> _TASK TO COMPLETE_:
Starting at the first line and ending at the last, reproduce the records below exactly.

> _Collected data_:
BEGIN
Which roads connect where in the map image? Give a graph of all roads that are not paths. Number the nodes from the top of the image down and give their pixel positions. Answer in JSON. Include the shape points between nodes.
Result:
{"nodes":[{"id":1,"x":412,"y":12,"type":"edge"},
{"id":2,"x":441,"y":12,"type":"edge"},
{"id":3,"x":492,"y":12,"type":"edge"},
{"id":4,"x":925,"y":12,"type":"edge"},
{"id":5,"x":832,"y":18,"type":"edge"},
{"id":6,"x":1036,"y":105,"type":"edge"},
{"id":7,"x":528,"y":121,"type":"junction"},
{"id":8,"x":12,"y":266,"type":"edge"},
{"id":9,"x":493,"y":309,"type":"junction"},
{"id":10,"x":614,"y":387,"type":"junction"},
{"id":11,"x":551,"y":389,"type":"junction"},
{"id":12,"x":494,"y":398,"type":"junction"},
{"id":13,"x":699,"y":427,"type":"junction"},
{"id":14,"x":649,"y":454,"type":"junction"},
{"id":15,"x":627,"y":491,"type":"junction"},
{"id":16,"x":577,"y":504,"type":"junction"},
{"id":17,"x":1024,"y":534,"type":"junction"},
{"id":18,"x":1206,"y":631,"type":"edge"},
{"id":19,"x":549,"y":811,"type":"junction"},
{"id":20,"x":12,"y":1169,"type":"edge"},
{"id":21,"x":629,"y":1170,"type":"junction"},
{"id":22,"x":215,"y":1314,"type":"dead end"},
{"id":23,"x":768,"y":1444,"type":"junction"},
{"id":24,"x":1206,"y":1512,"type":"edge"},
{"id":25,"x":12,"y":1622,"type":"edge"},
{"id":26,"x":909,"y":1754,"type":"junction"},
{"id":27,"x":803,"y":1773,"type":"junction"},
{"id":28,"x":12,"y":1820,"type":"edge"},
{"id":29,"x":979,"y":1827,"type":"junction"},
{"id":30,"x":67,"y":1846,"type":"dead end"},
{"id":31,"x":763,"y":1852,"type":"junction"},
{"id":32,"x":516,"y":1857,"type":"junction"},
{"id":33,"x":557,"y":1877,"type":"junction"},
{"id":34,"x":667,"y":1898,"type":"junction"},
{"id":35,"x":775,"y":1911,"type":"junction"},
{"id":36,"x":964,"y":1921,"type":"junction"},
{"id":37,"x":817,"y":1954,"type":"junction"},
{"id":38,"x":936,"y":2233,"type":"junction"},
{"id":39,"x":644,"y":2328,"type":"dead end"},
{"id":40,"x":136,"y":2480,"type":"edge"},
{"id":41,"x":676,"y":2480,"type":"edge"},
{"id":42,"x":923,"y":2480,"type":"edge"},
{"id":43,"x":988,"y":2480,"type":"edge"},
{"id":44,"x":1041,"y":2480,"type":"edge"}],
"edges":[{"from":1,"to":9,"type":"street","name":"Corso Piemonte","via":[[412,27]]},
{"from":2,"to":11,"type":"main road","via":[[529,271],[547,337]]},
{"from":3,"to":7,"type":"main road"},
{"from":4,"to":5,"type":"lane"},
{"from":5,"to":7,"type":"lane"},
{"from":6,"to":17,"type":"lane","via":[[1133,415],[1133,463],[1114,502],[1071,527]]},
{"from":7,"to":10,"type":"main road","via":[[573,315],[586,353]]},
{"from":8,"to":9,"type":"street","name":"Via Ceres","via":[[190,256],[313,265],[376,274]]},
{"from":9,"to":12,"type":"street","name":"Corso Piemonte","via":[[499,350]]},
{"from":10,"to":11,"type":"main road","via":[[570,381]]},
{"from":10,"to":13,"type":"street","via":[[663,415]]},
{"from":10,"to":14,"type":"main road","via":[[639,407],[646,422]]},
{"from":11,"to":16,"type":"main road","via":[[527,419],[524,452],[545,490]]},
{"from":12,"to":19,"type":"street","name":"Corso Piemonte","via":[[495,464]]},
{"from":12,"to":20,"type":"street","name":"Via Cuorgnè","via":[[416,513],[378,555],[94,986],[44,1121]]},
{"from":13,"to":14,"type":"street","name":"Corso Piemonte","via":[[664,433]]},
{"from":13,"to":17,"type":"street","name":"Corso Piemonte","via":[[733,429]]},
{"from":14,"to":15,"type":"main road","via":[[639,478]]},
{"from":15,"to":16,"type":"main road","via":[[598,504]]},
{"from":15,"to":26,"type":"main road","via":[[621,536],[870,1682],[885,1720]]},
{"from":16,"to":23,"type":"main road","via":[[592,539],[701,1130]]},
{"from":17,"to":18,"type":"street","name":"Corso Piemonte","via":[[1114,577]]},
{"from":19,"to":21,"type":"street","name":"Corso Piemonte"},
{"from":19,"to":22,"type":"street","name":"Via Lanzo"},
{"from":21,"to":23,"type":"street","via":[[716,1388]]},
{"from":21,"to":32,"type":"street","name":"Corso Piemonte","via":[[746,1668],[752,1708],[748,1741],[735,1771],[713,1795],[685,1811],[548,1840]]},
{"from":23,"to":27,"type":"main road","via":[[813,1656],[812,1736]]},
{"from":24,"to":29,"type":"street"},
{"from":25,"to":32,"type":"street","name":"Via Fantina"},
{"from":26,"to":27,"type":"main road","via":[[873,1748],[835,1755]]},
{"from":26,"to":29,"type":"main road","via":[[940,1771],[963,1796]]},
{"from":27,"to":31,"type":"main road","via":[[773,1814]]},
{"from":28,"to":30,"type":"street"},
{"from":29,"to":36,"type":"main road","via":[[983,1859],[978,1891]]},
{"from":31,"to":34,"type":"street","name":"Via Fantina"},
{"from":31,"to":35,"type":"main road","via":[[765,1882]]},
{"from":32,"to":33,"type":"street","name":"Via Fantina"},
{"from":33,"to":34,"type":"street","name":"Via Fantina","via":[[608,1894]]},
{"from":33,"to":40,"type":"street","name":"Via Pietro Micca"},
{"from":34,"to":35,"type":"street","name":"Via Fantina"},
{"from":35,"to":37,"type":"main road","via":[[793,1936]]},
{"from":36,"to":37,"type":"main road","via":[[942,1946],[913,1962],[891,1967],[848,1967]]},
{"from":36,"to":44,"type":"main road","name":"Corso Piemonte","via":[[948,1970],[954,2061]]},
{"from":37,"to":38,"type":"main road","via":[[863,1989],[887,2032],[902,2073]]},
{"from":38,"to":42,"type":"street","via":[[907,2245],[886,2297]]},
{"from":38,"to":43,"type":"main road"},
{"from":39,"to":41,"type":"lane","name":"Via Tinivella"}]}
END
> _EXERCISE OUTPUT_:
Which roads connect where in the map image? Give a graph of all roads that are not paths. Number the nodes from the top of the image down and give their pixel positions. Answer in JSON. Include the shape points between nodes.
Result:
{"nodes":[{"id":1,"x":412,"y":12,"type":"edge"},
{"id":2,"x":441,"y":12,"type":"edge"},
{"id":3,"x":492,"y":12,"type":"edge"},
{"id":4,"x":925,"y":12,"type":"edge"},
{"id":5,"x":832,"y":18,"type":"edge"},
{"id":6,"x":1036,"y":105,"type":"edge"},
{"id":7,"x":528,"y":121,"type":"junction"},
{"id":8,"x":12,"y":266,"type":"edge"},
{"id":9,"x":493,"y":309,"type":"junction"},
{"id":10,"x":614,"y":387,"type":"junction"},
{"id":11,"x":551,"y":389,"type":"junction"},
{"id":12,"x":494,"y":398,"type":"junction"},
{"id":13,"x":699,"y":427,"type":"junction"},
{"id":14,"x":649,"y":454,"type":"junction"},
{"id":15,"x":627,"y":491,"type":"junction"},
{"id":16,"x":577,"y":504,"type":"junction"},
{"id":17,"x":1024,"y":534,"type":"junction"},
{"id":18,"x":1206,"y":631,"type":"edge"},
{"id":19,"x":549,"y":811,"type":"junction"},
{"id":20,"x":12,"y":1169,"type":"edge"},
{"id":21,"x":629,"y":1170,"type":"junction"},
{"id":22,"x":215,"y":1314,"type":"dead end"},
{"id":23,"x":768,"y":1444,"type":"junction"},
{"id":24,"x":1206,"y":1512,"type":"edge"},
{"id":25,"x":12,"y":1622,"type":"edge"},
{"id":26,"x":909,"y":1754,"type":"junction"},
{"id":27,"x":803,"y":1773,"type":"junction"},
{"id":28,"x":12,"y":1820,"type":"edge"},
{"id":29,"x":979,"y":1827,"type":"junction"},
{"id":30,"x":67,"y":1846,"type":"dead end"},
{"id":31,"x":763,"y":1852,"type":"junction"},
{"id":32,"x":516,"y":1857,"type":"junction"},
{"id":33,"x":557,"y":1877,"type":"junction"},
{"id":34,"x":667,"y":1898,"type":"junction"},
{"id":35,"x":775,"y":1911,"type":"junction"},
{"id":36,"x":964,"y":1921,"type":"junction"},
{"id":37,"x":817,"y":1954,"type":"junction"},
{"id":38,"x":936,"y":2233,"type":"junction"},
{"id":39,"x":644,"y":2328,"type":"dead end"},
{"id":40,"x":136,"y":2480,"type":"edge"},
{"id":41,"x":676,"y":2480,"type":"edge"},
{"id":42,"x":923,"y":2480,"type":"edge"},
{"id":43,"x":988,"y":2480,"type":"edge"},
{"id":44,"x":1041,"y":2480,"type":"edge"}],
"edges":[{"from":1,"to":9,"type":"street","name":"Corso Piemonte","via":[[412,27]]},
{"from":2,"to":11,"type":"main road","via":[[529,271],[547,337]]},
{"from":3,"to":7,"type":"main road"},
{"from":4,"to":5,"type":"lane"},
{"from":5,"to":7,"type":"lane"},
{"from":6,"to":17,"type":"lane","via":[[1133,415],[1133,463],[1114,502],[1071,527]]},
{"from":7,"to":10,"type":"main road","via":[[573,315],[586,353]]},
{"from":8,"to":9,"type":"street","name":"Via Ceres","via":[[190,256],[313,265],[376,274]]},
{"from":9,"to":12,"type":"street","name":"Corso Piemonte","via":[[499,350]]},
{"from":10,"to":11,"type":"main road","via":[[570,381]]},
{"from":10,"to":13,"type":"street","via":[[663,415]]},
{"from":10,"to":14,"type":"main road","via":[[639,407],[646,422]]},
{"from":11,"to":16,"type":"main road","via":[[527,419],[524,452],[545,490]]},
{"from":12,"to":19,"type":"street","name":"Corso Piemonte","via":[[495,464]]},
{"from":12,"to":20,"type":"street","name":"Via Cuorgnè","via":[[416,513],[378,555],[94,986],[44,1121]]},
{"from":13,"to":14,"type":"street","name":"Corso Piemonte","via":[[664,433]]},
{"from":13,"to":17,"type":"street","name":"Corso Piemonte","via":[[733,429]]},
{"from":14,"to":15,"type":"main road","via":[[639,478]]},
{"from":15,"to":16,"type":"main road","via":[[598,504]]},
{"from":15,"to":26,"type":"main road","via":[[621,536],[870,1682],[885,1720]]},
{"from":16,"to":23,"type":"main road","via":[[592,539],[701,1130]]},
{"from":17,"to":18,"type":"street","name":"Corso Piemonte","via":[[1114,577]]},
{"from":19,"to":21,"type":"street","name":"Corso Piemonte"},
{"from":19,"to":22,"type":"street","name":"Via Lanzo"},
{"from":21,"to":23,"type":"street","via":[[716,1388]]},
{"from":21,"to":32,"type":"street","name":"Corso Piemonte","via":[[746,1668],[752,1708],[748,1741],[735,1771],[713,1795],[685,1811],[548,1840]]},
{"from":23,"to":27,"type":"main road","via":[[813,1656],[812,1736]]},
{"from":24,"to":29,"type":"street"},
{"from":25,"to":32,"type":"street","name":"Via Fantina"},
{"from":26,"to":27,"type":"main road","via":[[873,1748],[835,1755]]},
{"from":26,"to":29,"type":"main road","via":[[940,1771],[963,1796]]},
{"from":27,"to":31,"type":"main road","via":[[773,1814]]},
{"from":28,"to":30,"type":"street"},
{"from":29,"to":36,"type":"main road","via":[[983,1859],[978,1891]]},
{"from":31,"to":34,"type":"street","name":"Via Fantina"},
{"from":31,"to":35,"type":"main road","via":[[765,1882]]},
{"from":32,"to":33,"type":"street","name":"Via Fantina"},
{"from":33,"to":34,"type":"street","name":"Via Fantina","via":[[608,1894]]},
{"from":33,"to":40,"type":"street","name":"Via Pietro Micca"},
{"from":34,"to":35,"type":"street","name":"Via Fantina"},
{"from":35,"to":37,"type":"main road","via":[[793,1936]]},
{"from":36,"to":37,"type":"main road","via":[[942,1946],[913,1962],[891,1967],[848,1967]]},
{"from":36,"to":44,"type":"main road","name":"Corso Piemonte","via":[[948,1970],[954,2061]]},
{"from":37,"to":38,"type":"main road","via":[[863,1989],[887,2032],[902,2073]]},
{"from":38,"to":42,"type":"street","via":[[907,2245],[886,2297]]},
{"from":38,"to":43,"type":"main road"},
{"from":39,"to":41,"type":"lane","name":"Via Tinivella"}]}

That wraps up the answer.